In the fresco, the virtues of Good Government are represented by six  figures: Peace, Fortitude and Prudence on the left, Magnanimity, Temperance and Justice on the right.

Are cities and their effective management that different today from the 1300s? Interesting how the virtues of good governance require a mix of  actions - fortitude and prudence, for example. Those values are probably timeless, but what does change are the tools of trade.

You could say that the last 20 years has seen the ‘market’ as the primary means of determining resource allocation -  the market has been used to mediate between competing visions, values and outcomes and the market has determined the winners and the losers. But the number of losers has started to mount. As a result, there is a shift underway back to a bigger role for the state and more of a planned allocation of resources. This is to address issues like education and inequality, but also to address long run, entrenched problems like climate change and obesogenic environments - things that the market approach cannot tackle well. Overlain with this is a growing concern that current means of economic management are no longer up to the tasks of dealing with technological change. As Adair Turner puts it in his great analysis: Capitalism in the age of robots: work, income and wealth in the 21st-century:

It is likely that we are in the early stages of a technological revolution which will eventually result in the automation of almost all economic activity, almost all work activities. When considering automation potential, the question is when, not if.

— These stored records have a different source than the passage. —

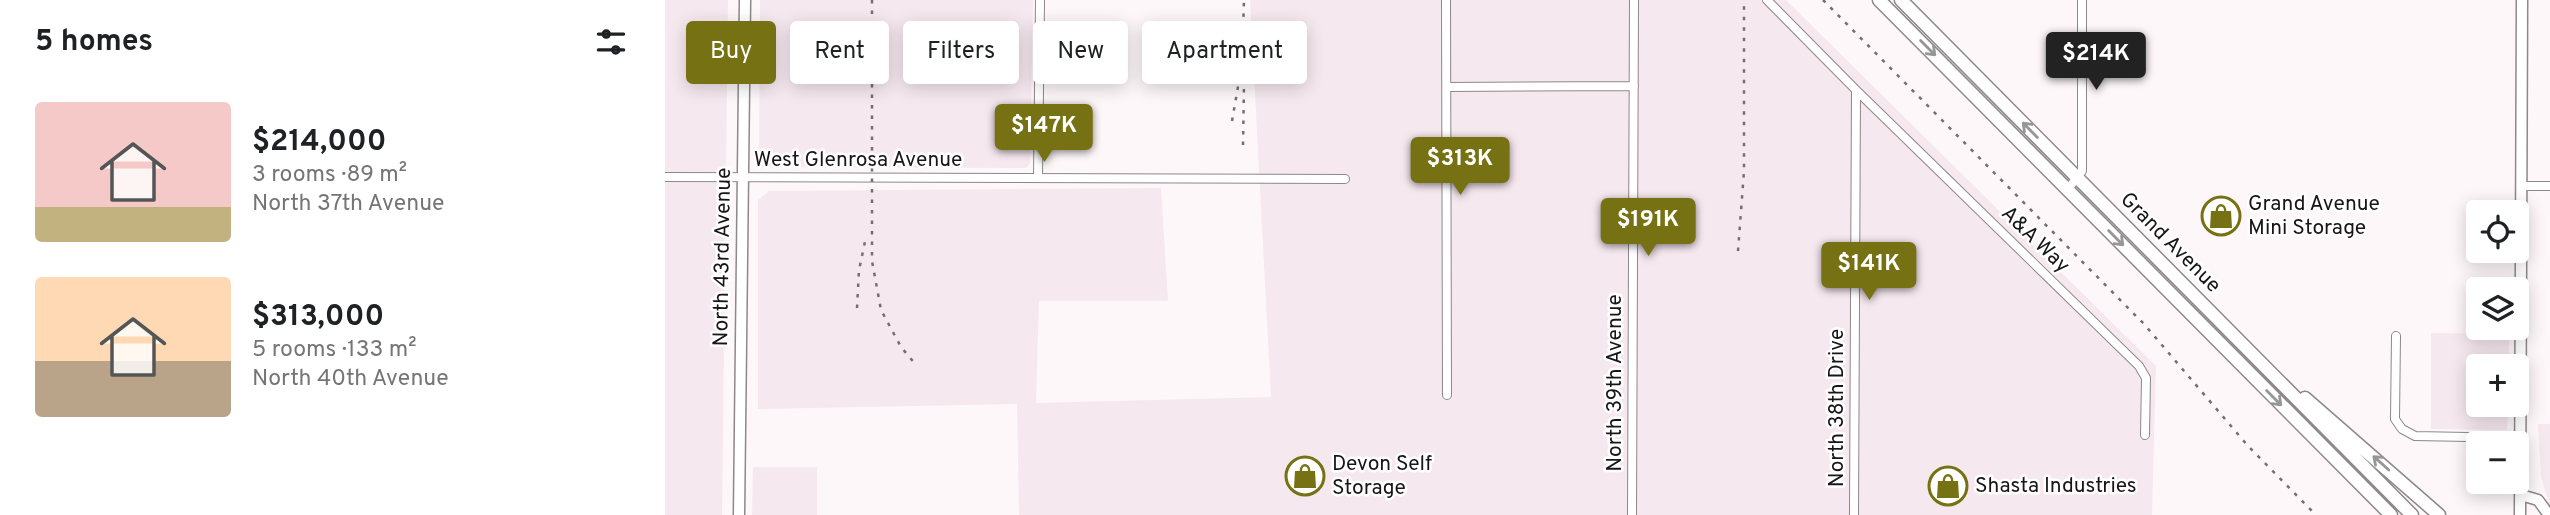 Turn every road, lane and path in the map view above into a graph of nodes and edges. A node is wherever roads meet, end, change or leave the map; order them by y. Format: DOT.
graph roads {
  1 [pos="745,0"];
  2 [pos="1040,0"];
  3 [pos="1446,0"];
  4 [pos="1634,0"];
  5 [pos="1767,0"];
  6 [pos="1879,0"];
  7 [pos="1901,0"];
  8 [pos="2083,0"];
  9 [pos="2522,0"];
  10 [pos="1634,86"];
  11 [pos="1447,87"];
  12 [pos="1856,90"];
  13 [pos="665,177"];
  14 [pos="744,177"];
  15 [pos="1038,178"];
  16 [pos="2079,178"];
  17 [pos="1345,179"];
  18 [pos="2521,186"];
  19 [pos="2550,186"];
  20 [pos="2068,190"];
  21 [pos="2396,336"];
  22 [pos="2246,345"];
  23 [pos="2226,349"];
  24 [pos="2281,381"];
  25 [pos="1447,395"];
  26 [pos="2521,431"];
  27 [pos="2145,435"];
  28 [pos="2466,437"];
  29 [pos="2389,491"];
  30 [pos="2521,495"];
  31 [pos="2378,502"];
  32 [pos="2435,512"];
  33 [pos="739,515"];
  34 [pos="1632,515"];
  35 [pos="1854,515"];
  36 [pos="2391,515"];
  37 [pos="2412,515"];
  38 [pos="2520,515"];
  39 [pos="2549,515"];
  1 -- 14 [label="main road, North 43rd Avenue"];
  2 -- 15 [label="street"];
  3 -- 11 [label="street"];
  4 -- 10 [label="street, North 39th Avenue"];
  5 -- 12 [label="street, A&A Way"];
  6 -- 20 [label="highway, Grand Avenue, one-way"];
  16 -- 7 [label="highway, Grand Avenue, one-way"];
  8 -- 16 [label="street"];
  9 -- 18 [label="main road"];
  10 -- 11 [label="street"];
  10 -- 34 [label="street, North 39th Avenue"];
  11 -- 25 [label="street"];
  12 -- 27 [label="street, A&A Way"];
  12 -- 35 [label="street, North 38th Drive"];
  13 -- 14 [label="street, West Glenrosa Avenue"];
  14 -- 15 [label="street, West Glenrosa Avenue"];
  14 -- 33 [label="main road, North 43rd Avenue"];
  15 -- 17 [label="street, West Glenrosa Avenue"];
  16 -- 20 [label="street"];
  16 -- 22 [label="highway, Grand Avenue"];
  18 -- 19 [label="street"];
  18 -- 26 [label="main road"];
  20 -- 23 [label="highway, Grand Avenue, one-way"];
  21 -- 28 [label="street"];
  22 -- 23 [label="highway"];
  22 -- 24 [label="highway, Grand Avenue"];
  23 -- 31 [label="highway, Grand Avenue, one-way"];
  24 -- 29 [label="highway, Grand Avenue"];
  32 -- 24 [label="highway, one-way"];
  29 -- 31 [label="highway"];
  29 -- 37 [label="highway, Grand Avenue"];
  30 -- 38 [label="main road"];
  30 -- 39 [label="main road"];
  31 -- 36 [label="highway, Grand Avenue"];
}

The implications of this revolution is a split between a few involved in the on-going development of technology and the many involved in delivering a range of non-technology based social and consumption led services to the few technological elite, as well as to each other. This may be the world of a few high skill / high pay jobs and many low skill/low pay jobs. In Turner's view, increased productivity that can lift all incomes is unlikely - improved productivity from technology gets swamped by the growth of low paid service orientated jobs.

Whats more, in this new economy, land becomes an important means of storing wealth and generating income:

In a world where all goods and services can be produced at ever collapsing prices, the relative value of desriable things which are inherently uncreated, such as land in desirable locations, will almost inevitably increase. 

Interestingly, Turner sees urban planning as one means to address the resulting consequences of highly uneven patterns of  income and activity:

High quality urban development. Macro and micro economists often pay little attention to
the physical realities of spatial development, city design, architecture and transport
systems. But in a world where land located in desired locations is likely to account for a
rising share of all wealth, and where, as Tyler Cowen has stressed, the cost of housing and of
commuting is a crucial driver of adequate living standards, the geography of economic
development plays a vital role. The more that we can make multiple cities attractive places
to live, and multiple areas within each city attractive, via good public transport, attractive
public spaces, and the provision of high quality cultural and sporting amenities, the more we
can mitigate, at least to some degree, the intensity of competition for the positional good of
locationally specific real estate.

The function of urban planning and management is likely to grow more complex in this context. It is not just about separation of incompatible land uses and reducing negative spill over effects (which may become significantly reduced as a goal as technology gets better); rather will urban planning increasingly become focused on ensuring a diversity of land uses and activities within each area of the city  and across regions (inclusion, not exclusion)?

Rather than  government's reaching for the cheque book to promote inclusion (which may prove difficult in an environment of limited income growth), I think the forthcoming period will see the government try to harness private capital to achieve social ends. This means the state providing some certainty over land uses and development timing to deliver a return to private capital, with part of that return ‘taxed’ for pubic benefit. But in providing that certainty it will be important that the essential qualities of an inclusive, adaptive and resilient city are not lost.  Planning will have to keep both the public and private sectors ‘honest’ in their dealings with the city.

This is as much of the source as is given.